Siding against Facebook parent Meta Platforms, the industry group Digital Content Next says advertisers should be allowed to proceed with a class-action fraud lawsuit over allegedly inflated ad metrics.

“Facebook’s potential reach metric is a fundamental metric that is material to every advertising purchase and its inflation distorts advertising markets to the detriment of advertisers and publishers,” the group writes in a friend-of-the-court brief filed late last week with the 9th Circuit Court of Appeals.

Digital Content Next adds that a class-action lawsuit by advertisers will “allow the full and transparent adjudication of these important issues.”

The group's papers come in a battle dating to August 2018, when business owner Danielle Singer alleged in a class-action complaint that Facebook induced advertisers to purchase more ads, and pay more for them, by overstating the number of users who might see the ads.
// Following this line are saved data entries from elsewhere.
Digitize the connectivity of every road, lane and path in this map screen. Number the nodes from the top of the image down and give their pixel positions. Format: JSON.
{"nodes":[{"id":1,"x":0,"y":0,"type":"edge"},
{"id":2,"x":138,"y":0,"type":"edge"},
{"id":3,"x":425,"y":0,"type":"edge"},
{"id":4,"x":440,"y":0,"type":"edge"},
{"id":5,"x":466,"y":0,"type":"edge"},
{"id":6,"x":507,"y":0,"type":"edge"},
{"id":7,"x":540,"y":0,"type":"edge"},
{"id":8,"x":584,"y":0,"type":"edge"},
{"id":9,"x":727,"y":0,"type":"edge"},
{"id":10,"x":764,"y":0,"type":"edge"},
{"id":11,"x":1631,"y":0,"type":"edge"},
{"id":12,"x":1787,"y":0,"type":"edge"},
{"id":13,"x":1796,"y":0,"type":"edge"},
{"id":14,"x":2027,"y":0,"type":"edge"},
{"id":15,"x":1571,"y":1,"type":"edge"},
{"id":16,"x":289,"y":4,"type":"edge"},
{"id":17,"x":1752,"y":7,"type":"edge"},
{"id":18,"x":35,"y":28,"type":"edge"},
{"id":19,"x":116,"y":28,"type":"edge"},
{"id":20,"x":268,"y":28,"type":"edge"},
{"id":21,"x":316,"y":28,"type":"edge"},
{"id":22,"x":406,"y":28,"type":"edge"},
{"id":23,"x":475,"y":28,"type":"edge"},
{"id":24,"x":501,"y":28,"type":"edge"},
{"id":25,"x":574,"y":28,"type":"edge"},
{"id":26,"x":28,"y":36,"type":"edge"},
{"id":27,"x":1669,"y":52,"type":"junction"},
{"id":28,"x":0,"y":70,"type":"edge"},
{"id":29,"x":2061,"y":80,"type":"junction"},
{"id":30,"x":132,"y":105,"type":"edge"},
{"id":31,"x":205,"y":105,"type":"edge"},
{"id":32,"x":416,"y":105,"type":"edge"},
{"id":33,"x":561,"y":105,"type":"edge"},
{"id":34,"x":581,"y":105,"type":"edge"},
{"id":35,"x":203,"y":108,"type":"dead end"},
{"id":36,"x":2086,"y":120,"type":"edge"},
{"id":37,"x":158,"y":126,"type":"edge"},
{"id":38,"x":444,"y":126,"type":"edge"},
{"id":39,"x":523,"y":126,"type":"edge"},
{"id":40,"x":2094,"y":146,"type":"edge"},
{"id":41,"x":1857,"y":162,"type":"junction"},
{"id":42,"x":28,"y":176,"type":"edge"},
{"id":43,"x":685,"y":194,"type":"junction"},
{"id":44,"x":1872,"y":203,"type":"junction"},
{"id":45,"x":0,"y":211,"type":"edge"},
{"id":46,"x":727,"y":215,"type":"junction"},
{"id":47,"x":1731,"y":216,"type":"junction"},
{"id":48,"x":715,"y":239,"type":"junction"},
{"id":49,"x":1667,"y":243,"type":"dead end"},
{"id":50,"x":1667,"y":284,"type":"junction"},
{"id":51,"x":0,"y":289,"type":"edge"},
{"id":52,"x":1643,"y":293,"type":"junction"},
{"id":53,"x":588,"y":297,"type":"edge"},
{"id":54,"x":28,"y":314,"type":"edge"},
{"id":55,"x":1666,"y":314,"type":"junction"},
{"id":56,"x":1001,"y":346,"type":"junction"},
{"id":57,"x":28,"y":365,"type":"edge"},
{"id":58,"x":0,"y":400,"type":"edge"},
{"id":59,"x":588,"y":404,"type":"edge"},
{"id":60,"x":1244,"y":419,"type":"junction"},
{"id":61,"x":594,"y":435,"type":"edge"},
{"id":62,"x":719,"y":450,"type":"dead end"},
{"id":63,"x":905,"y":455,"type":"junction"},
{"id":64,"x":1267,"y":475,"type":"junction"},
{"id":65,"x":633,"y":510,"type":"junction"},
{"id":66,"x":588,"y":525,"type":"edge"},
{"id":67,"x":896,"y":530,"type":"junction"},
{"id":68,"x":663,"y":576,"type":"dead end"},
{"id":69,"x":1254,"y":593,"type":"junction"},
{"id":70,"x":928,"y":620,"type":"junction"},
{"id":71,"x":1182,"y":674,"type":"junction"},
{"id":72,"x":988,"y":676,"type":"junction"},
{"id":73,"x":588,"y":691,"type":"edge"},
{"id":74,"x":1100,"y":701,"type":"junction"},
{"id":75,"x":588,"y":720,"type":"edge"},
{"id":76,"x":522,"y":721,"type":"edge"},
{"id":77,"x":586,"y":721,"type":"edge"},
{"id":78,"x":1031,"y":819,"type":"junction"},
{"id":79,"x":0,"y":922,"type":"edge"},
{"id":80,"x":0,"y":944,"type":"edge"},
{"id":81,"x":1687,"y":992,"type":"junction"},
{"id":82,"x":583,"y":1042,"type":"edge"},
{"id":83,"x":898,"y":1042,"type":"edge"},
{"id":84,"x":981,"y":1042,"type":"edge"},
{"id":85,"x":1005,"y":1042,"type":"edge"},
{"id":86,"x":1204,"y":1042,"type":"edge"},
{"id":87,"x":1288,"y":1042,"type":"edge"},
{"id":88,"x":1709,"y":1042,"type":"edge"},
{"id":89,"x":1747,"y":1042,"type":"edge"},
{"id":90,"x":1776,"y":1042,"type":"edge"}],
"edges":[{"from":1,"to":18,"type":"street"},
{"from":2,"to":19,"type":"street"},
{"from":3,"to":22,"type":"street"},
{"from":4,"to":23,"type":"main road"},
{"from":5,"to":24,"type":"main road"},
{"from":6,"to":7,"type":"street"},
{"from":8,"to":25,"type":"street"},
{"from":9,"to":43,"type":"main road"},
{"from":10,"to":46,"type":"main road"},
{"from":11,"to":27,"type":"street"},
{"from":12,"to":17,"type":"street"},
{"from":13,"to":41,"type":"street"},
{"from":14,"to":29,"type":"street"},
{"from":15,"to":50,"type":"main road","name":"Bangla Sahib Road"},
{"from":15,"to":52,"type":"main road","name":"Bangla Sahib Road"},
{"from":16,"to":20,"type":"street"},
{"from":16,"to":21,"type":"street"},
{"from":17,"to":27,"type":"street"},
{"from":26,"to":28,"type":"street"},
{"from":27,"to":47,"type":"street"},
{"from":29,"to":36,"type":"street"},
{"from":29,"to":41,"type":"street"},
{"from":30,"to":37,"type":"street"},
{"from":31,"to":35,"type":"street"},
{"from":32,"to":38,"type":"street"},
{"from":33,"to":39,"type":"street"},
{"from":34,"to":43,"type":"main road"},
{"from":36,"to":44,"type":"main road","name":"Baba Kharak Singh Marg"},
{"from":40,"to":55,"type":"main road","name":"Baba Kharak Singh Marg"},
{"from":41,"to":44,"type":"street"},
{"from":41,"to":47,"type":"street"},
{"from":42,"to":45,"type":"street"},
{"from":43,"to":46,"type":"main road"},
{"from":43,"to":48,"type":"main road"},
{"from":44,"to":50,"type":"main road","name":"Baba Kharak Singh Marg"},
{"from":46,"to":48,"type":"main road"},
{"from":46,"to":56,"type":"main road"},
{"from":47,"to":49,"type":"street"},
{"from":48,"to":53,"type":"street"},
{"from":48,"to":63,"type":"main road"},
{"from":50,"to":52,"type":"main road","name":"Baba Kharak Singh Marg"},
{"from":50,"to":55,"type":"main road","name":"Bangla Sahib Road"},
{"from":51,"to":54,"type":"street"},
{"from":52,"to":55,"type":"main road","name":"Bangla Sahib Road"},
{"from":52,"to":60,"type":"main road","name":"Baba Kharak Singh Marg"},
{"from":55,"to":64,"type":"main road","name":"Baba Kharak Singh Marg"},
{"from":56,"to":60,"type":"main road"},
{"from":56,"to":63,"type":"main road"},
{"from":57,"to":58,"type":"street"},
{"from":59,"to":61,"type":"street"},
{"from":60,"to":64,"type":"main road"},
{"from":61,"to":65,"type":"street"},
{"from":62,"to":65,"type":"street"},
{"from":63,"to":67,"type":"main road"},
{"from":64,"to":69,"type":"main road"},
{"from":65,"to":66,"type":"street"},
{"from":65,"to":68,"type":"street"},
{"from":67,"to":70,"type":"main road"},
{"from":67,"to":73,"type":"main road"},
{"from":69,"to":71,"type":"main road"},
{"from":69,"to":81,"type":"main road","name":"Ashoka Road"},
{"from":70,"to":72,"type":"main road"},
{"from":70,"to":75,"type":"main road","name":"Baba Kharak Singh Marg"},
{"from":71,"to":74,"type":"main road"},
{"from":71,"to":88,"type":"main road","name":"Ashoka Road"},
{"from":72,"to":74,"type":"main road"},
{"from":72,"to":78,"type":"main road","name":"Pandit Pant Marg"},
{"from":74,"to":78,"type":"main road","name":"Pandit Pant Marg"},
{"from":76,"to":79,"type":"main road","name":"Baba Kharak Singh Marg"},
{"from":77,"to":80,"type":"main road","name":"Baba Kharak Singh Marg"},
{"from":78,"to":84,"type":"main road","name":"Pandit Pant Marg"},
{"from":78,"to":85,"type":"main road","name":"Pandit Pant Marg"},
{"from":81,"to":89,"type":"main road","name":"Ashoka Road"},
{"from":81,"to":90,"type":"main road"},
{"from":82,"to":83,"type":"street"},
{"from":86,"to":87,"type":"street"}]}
Singer later dropped out of the litigation, and DZ Reserve, which operated an e-commerce store, and Max Martialis, which sold weapons accessories, took over as lead plaintiffs.)

The complaint drew on reports by outside groups, including the Video Advertising Bureau, which said in 2017 that Facebook's estimates of audience reach in every U.S. state were higher than the states' populations.

Facebook urged U.S. District Court Judge James Donato in San Francisco to deny class-action status to the advertisers, arguing that they don't have enough in common with each other to warrant class-action status.

Donato sided against Facebook, ruling that the advertisers could proceed on behalf of all U.S. advertisers who used Facebook's Ad Manager or Power Editor to purchase ads on Facebook or Instagram after August 15, 2014.

Meta recently urged the 9th Circuit to reverse that decision, arguing that the class certified by Donato covers millions of differently situated advertisers, ranging from “sole proprietors to multinational corporations to governments.”

The company added that advertisers “viewed different disclosures, had different objectives, and had access to vastly different information and context for the estimates they saw.”

Meta also said the degree of alleged inflation varied, arguing that the advertisers' experts said the rate ranged from 10% to 50%, while its expert said the rate was “de minimus” for targeted campaigns.

“That variance in the statements that the class members viewed should have precluded certification,” Meta writes.

If the 9th Circuit sides with Meta and rules that class-action status isn't appropriate, the advertisers could still proceed individually, but doing so is often prohibitively expensive.

DZ Reserve and Max Martialis are expected to file papers with the 9th Circuit next month.